(Records drawn from a dataset)
———
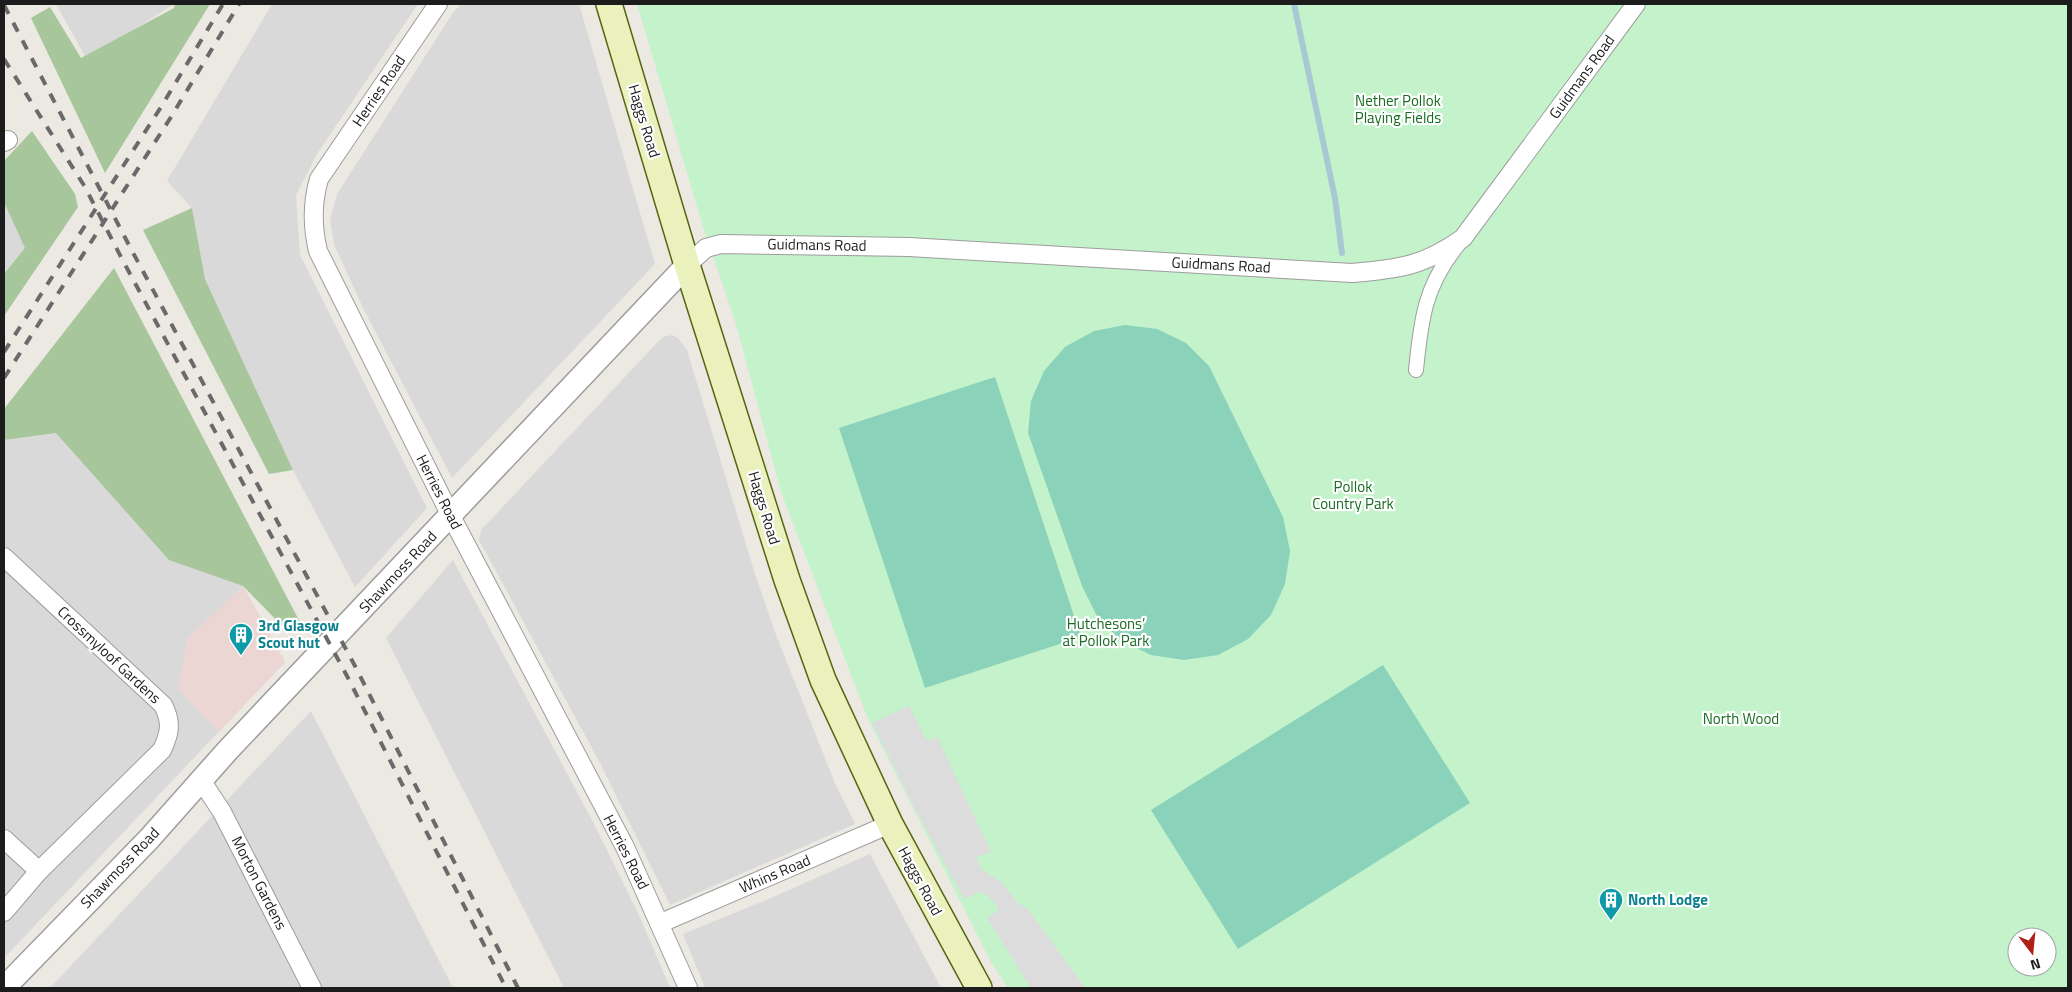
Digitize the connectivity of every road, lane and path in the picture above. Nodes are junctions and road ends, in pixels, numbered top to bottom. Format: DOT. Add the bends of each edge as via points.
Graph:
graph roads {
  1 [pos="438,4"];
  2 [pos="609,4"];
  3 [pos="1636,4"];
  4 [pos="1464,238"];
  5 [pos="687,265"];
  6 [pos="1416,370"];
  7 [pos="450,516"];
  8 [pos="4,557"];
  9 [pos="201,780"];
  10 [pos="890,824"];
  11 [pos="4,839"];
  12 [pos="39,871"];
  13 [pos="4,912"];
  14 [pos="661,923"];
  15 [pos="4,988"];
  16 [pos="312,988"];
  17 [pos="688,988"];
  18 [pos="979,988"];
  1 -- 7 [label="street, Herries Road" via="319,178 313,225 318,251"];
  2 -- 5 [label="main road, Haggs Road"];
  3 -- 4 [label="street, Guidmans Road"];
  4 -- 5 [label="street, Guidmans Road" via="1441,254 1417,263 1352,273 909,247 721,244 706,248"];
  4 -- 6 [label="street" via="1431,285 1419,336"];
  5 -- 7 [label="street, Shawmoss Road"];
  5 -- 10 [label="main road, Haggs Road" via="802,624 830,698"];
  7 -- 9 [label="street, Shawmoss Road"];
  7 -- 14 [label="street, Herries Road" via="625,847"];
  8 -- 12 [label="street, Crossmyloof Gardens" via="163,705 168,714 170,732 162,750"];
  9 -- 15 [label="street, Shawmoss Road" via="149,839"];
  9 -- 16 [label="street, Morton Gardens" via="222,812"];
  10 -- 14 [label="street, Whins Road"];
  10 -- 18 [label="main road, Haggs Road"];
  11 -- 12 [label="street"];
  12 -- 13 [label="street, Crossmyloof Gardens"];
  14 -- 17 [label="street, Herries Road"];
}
———
* Task to complete:
Extract every line above containing the word "Herries".

* Task answer:
  1 -- 7 [label="street, Herries Road" via="319,178 313,225 318,251"];
  7 -- 14 [label="street, Herries Road" via="625,847"];
  14 -- 17 [label="street, Herries Road"];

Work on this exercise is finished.